Hue tap dials only integrate with other hue lights out of the box. You need to move them into HomeKit or Home Assistant to get more control of them, bu then you loose functionality.
Hue tap dials only integrate with other hue lights out of the box. You need to move them into HomeKit or Home Assistant to get more control of them, bu then you loose functionality.

Reliability

So even if you pick the right device, and you get that device working with everything else, it doesn’t mean that it’ll keep working over time. A lot of the complaints you see about home automation are devices going offline or only working intermittently and a lot of that has to do with WiFi coverage, or the coverage of Zigbee networks in your house.

People don’t realize that the product needs good wireless or wired access to function correctly, and most people aren’t pros at assessing the coverage of these networks in their home, so they blame the lack of reliability on the devices. Obviously , some devices cheap out and use less effective WiFi or Zigbee radios, and that further complicates things. Then it gets even worse with fully battery powered devices that are constantly trying to save power by not actually being connected all the time.

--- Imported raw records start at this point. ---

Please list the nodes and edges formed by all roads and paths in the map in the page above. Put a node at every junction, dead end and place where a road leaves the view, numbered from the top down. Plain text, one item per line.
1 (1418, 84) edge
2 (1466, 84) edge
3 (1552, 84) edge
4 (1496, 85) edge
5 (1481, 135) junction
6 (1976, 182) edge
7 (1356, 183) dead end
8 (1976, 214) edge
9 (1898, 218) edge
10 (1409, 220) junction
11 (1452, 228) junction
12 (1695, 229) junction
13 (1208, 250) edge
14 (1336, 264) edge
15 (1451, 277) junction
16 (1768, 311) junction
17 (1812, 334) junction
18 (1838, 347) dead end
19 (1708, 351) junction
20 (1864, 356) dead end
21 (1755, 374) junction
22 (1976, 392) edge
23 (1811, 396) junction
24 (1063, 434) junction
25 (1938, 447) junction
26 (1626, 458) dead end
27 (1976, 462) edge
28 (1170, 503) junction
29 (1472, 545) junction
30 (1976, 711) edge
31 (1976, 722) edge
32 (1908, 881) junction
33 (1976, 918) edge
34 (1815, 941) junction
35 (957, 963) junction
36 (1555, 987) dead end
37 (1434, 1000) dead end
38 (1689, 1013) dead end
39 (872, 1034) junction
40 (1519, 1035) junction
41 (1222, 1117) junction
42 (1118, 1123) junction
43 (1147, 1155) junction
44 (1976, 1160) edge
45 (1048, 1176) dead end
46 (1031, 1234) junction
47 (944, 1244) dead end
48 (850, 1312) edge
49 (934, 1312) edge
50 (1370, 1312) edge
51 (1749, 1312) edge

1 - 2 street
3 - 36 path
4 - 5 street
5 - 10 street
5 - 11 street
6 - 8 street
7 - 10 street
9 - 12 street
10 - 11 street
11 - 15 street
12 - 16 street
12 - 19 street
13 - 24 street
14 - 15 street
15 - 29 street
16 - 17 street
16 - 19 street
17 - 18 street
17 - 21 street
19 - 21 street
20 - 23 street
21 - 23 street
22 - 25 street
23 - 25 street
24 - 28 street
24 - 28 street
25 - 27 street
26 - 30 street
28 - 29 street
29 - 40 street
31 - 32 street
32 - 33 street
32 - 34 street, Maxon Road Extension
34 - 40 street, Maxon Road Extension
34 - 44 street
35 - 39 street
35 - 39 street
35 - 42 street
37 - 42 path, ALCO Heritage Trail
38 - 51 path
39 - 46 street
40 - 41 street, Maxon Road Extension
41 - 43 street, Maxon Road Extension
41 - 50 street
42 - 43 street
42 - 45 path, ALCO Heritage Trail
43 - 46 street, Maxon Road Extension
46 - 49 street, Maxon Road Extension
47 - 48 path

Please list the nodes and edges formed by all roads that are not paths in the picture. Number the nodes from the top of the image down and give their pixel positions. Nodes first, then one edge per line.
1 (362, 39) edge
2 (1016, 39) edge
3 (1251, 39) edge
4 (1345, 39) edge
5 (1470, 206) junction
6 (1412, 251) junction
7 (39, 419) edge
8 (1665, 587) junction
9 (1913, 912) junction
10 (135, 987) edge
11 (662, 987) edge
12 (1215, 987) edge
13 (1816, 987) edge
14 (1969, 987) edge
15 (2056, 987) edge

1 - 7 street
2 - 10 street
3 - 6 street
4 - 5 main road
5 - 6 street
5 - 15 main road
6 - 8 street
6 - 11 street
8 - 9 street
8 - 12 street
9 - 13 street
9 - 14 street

The competition is an old fashioned light switch… that never really breaks. It’s a very tall order to expect these smart devices to compete with that level of reliability.

Longevity

At this point, I know I’m belaboring the point, but if you’ve managed to avoid all the other pitfalls on this list you still have this last one. Even devices that were once functioning and integrating with everything else, the company may not be able to sustain them. They may not be able to sustain older products, they may not be able to maintain interoperability with all platforms, and the companies themselves may not survive financially to be around to keep these products operating. This is particularly problematic with cloud only devices.

Privacy

Last but not least is the elephant in the room. You are ultimately willingly putting video and audio recording devices in your house, ones that directly link to a cloud server owned by a private company somewhere in the world. This isn’t ideal. Not only does it open up questions of who’s able to access that information, but it also makes you wonder what basic functions your house will lose if your internet connection goes down.

Sure, there are more and more local options on the market, but ultimately the vast majority of devices are cloud based. The affordable devices in particular are WiFi and cloud based.

Apple HomeKit seems to be prioritizing a local first experience in their Apple Home Kit video (which has it’s own challenges), and longer term I can see myself moving in this direction, or towards something totally self hosted on a NAS.

Conclusion

So where does this leave us. There is value in home automation. The products should exist. The issue is that the current crop of devices and standards just don’t make it easy for people to achieve that value. I think the key driver in this is the number of different players, and the prioritization of getting a high volume of products to market quickly and cheaply.

This is where is where apple could win the long run. Amazon took the speed with Alexa by having the most products on offer… but I think that resulted in the worst experience. Same with Google Home.

Apple HomeKit, notoriously had way less devices that were compatible with it, in part because it was harder to build for. But this may turn out to be what is needed. It’s not enough that the products function, they need to be reliable, as reliable as the old fashioned dumb light switches they replaced.